Please note, the views and opinions expressed in this scholarship entry (and all other scholarship entries) are those of the author and do not necessarily reflect those of Global Mobility Immigration Lawyers
Immigration lawyers acting for asylum seekers are “unAustralian”.
I
I am the daughter of the son of the son of the son of a man who traveled to Australia from England by boat, some time in the mid 1800s. He settled in the very guts of NSW: on Gobbagombalin Station, on the northern side of Wagga Wagga.
In 6 generations those carrying my family name have migrated a total of 8 kms: from Gobbagombalin, to Gumly Gumly, to Wagga Wagga, where my mother and brother still live, and my father did until he died 6 years ago.

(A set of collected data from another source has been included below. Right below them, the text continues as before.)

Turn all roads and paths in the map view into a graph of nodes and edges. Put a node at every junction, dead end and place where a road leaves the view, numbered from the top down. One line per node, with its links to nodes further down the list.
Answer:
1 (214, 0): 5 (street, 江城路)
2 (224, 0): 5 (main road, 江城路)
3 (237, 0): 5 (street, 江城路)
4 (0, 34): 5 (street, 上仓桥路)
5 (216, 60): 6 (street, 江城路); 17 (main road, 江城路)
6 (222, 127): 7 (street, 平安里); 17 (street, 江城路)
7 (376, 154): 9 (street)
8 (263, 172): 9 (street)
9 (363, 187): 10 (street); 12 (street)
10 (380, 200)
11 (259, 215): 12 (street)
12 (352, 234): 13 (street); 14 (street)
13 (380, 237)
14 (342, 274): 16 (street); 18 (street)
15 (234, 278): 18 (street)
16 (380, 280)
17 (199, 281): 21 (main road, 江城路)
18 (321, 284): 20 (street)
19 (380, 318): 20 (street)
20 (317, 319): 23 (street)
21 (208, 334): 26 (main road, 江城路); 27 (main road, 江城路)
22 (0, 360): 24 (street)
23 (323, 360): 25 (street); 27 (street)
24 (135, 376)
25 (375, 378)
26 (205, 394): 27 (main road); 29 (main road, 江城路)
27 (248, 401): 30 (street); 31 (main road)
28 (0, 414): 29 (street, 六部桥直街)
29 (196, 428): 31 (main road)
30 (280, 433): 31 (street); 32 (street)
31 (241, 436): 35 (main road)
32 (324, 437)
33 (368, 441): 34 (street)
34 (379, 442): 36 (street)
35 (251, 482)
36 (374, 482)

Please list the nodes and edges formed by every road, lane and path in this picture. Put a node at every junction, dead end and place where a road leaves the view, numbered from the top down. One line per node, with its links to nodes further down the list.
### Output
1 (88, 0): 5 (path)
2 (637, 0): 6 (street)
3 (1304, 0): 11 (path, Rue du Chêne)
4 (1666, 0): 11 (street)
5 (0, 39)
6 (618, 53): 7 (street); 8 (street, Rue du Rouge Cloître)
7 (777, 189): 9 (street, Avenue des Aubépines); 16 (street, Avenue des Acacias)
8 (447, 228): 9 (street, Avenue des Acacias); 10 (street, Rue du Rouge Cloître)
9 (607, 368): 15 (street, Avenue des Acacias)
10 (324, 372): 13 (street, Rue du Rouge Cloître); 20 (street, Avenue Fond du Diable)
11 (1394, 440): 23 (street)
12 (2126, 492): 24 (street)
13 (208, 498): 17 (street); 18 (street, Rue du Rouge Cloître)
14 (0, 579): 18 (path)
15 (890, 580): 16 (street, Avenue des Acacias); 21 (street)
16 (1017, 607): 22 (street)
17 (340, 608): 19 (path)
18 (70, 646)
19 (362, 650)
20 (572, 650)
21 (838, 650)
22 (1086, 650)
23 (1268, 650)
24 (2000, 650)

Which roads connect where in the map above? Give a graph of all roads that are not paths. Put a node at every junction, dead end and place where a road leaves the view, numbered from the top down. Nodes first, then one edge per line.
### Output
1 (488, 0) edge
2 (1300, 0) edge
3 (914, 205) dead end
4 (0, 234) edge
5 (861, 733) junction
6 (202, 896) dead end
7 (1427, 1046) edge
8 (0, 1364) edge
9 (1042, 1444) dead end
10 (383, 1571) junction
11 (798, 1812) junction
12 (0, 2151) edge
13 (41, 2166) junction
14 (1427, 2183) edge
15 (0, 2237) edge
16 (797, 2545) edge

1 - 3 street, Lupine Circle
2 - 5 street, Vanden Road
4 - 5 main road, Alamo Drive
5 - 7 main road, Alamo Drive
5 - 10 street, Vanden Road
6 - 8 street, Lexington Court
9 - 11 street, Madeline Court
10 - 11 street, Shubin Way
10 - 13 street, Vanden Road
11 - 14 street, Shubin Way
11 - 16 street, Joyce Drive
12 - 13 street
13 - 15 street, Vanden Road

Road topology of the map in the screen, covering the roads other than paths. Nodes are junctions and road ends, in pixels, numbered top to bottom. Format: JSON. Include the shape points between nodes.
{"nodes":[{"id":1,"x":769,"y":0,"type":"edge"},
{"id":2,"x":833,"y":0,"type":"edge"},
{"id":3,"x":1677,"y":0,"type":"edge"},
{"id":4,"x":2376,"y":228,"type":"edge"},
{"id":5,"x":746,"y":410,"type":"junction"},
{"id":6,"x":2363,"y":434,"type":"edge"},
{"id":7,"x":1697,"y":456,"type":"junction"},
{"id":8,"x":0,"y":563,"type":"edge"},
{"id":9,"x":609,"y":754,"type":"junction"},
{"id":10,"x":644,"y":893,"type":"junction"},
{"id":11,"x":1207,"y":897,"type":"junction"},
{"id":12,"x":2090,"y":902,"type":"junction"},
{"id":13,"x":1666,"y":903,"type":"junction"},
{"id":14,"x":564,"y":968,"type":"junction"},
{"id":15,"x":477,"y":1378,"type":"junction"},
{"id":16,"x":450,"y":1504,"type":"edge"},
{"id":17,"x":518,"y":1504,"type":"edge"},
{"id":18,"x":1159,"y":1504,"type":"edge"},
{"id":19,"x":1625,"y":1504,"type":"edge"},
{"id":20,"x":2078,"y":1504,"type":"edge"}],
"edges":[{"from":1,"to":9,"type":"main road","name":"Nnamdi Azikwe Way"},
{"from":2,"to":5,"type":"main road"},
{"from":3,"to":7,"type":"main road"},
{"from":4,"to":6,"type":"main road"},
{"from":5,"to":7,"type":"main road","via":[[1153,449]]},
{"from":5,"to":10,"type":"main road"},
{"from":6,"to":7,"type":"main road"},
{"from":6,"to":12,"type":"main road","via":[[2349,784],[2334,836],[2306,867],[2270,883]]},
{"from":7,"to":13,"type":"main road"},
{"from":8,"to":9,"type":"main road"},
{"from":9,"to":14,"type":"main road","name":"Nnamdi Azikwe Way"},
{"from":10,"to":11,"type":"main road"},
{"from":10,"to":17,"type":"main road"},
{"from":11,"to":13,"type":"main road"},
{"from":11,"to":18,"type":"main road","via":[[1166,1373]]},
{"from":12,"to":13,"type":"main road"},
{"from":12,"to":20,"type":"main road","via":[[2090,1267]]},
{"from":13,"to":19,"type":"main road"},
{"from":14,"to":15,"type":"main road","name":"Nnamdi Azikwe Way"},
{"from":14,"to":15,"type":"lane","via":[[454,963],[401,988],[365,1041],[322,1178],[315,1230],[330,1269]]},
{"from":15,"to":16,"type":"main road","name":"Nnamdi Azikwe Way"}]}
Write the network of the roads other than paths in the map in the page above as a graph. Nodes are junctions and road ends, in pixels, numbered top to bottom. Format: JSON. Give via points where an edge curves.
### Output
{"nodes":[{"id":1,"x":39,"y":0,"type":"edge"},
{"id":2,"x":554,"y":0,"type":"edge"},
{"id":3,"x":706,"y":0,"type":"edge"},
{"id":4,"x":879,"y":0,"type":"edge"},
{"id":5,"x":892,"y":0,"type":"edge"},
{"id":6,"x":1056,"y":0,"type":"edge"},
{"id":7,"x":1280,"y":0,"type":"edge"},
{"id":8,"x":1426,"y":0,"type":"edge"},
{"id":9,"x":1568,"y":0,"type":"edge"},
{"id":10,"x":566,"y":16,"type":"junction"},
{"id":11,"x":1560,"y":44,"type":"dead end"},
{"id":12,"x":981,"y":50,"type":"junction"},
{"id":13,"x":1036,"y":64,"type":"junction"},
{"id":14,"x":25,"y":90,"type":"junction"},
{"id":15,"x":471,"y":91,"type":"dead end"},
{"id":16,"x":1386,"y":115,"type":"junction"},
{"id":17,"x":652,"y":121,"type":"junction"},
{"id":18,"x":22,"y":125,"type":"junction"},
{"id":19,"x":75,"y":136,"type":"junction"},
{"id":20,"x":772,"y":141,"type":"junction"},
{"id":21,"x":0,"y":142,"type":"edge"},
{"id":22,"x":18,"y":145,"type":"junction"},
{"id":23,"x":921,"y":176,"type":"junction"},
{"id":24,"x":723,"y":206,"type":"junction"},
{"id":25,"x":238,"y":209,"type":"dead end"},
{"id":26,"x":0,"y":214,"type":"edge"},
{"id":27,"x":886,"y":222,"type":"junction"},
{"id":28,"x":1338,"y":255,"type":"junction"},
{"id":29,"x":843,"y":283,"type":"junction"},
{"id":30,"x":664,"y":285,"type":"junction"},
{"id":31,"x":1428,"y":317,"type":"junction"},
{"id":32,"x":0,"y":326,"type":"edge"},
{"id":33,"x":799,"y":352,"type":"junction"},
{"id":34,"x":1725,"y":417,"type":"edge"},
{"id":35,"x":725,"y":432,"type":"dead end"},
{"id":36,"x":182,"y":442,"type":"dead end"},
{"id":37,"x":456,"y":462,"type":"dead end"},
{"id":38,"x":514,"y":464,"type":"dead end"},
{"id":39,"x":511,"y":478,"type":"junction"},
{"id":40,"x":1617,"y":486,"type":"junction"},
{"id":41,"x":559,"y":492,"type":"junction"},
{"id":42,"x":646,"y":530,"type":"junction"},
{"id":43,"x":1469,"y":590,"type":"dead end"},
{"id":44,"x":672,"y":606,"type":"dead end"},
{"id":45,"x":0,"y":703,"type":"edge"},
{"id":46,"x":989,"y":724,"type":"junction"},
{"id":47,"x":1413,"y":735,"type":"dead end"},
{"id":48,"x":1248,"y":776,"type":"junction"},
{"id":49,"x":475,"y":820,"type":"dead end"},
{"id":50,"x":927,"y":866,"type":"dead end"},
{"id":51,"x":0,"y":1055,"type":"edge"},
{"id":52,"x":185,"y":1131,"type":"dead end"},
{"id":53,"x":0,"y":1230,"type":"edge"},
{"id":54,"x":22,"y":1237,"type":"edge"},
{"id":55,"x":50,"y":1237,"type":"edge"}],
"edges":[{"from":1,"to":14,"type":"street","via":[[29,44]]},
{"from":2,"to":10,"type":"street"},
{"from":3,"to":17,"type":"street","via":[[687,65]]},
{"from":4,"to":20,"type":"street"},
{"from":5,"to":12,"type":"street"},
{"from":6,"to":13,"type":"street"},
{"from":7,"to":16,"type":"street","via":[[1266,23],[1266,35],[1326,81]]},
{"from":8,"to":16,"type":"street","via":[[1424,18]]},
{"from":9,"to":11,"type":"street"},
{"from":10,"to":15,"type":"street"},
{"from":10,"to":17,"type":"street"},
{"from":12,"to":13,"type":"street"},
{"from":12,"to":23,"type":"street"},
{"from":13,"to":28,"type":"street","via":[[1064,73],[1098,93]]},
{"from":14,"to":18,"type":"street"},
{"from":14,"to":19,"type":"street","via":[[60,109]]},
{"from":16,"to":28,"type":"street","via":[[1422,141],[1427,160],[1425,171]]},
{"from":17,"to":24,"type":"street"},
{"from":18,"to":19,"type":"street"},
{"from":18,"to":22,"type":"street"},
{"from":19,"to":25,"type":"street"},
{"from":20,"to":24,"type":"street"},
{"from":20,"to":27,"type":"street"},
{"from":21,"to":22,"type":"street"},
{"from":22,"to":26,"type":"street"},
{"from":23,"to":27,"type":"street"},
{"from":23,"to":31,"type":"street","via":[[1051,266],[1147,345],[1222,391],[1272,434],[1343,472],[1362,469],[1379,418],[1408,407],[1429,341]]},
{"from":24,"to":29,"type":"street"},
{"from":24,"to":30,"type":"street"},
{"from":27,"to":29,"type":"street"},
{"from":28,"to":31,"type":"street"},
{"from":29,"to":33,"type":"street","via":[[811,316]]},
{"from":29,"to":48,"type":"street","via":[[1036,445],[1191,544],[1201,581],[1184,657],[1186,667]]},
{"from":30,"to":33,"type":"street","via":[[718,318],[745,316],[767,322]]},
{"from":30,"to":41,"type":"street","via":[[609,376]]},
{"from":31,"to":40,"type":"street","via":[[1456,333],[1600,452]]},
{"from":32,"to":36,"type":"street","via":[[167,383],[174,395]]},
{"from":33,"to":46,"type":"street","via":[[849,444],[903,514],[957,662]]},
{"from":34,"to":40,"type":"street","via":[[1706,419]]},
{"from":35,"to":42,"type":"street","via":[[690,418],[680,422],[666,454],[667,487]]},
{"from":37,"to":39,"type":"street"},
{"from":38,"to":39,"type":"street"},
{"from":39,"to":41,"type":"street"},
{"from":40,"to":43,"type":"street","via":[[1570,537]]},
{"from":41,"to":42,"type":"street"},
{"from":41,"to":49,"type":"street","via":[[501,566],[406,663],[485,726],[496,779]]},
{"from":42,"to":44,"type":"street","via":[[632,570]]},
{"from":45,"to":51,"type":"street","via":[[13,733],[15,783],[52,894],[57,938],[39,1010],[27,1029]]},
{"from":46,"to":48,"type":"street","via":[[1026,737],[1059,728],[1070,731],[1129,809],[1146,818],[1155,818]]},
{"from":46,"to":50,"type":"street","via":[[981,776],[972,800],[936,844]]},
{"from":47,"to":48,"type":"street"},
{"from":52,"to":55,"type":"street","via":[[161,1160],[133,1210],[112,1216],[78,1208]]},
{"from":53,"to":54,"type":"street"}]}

From England to Australia to a standstill.
They were farm hands and boundary riders, and later plasterers (like my father), builders and farmers.
When someone applies the modifier ‘Aussie’, or says something is ‘Australian’, my family and people like us are historically what they mean. Fair-skinned and working class, from generations of fair-skinned, working class people. Australian in the elemental sense of the word.
II
I am the eldest of four children. My mother fell pregnant at 16, had me when she was 17, and told my unsuspecting, somewhat gormless dad on his 21st birthday that I was coming, ready or not.
The age of my mother when I was born, and her complete surrendering of her own ambition, forms a large part of my story and how I found my way to immigration law. Her sacrifice gnawed at her and manifested in a sometimes single-focused ambition for me, my brother and my sisters.
It takes a trauma to create a fissure in the hardest and most set piece of earth. My mother was that trauma.
I was the first person in my family, on both my mother and my father’s side, to enroll in University. I am certainly the first person to go on and study law. Outside of my pop (my maternal grandfather), who fought in the Australian army in France in WWII, I was apparently the first person on both sides of my family to apply for a passport.
With the exception of my mother, my ambition to look up and out into the world from our well-worn patch of Australia drew suspicion and unease from my family. My choice to go into immigration law even more so.
This suspicion and unease, towards the world and things unknown is, in my experience, a quintessential part of the Australian psyche and what it means to be Australian.
III
Around 55,000 people live in Wagga, and in the 2016 census 84% of them were born in Australia[1].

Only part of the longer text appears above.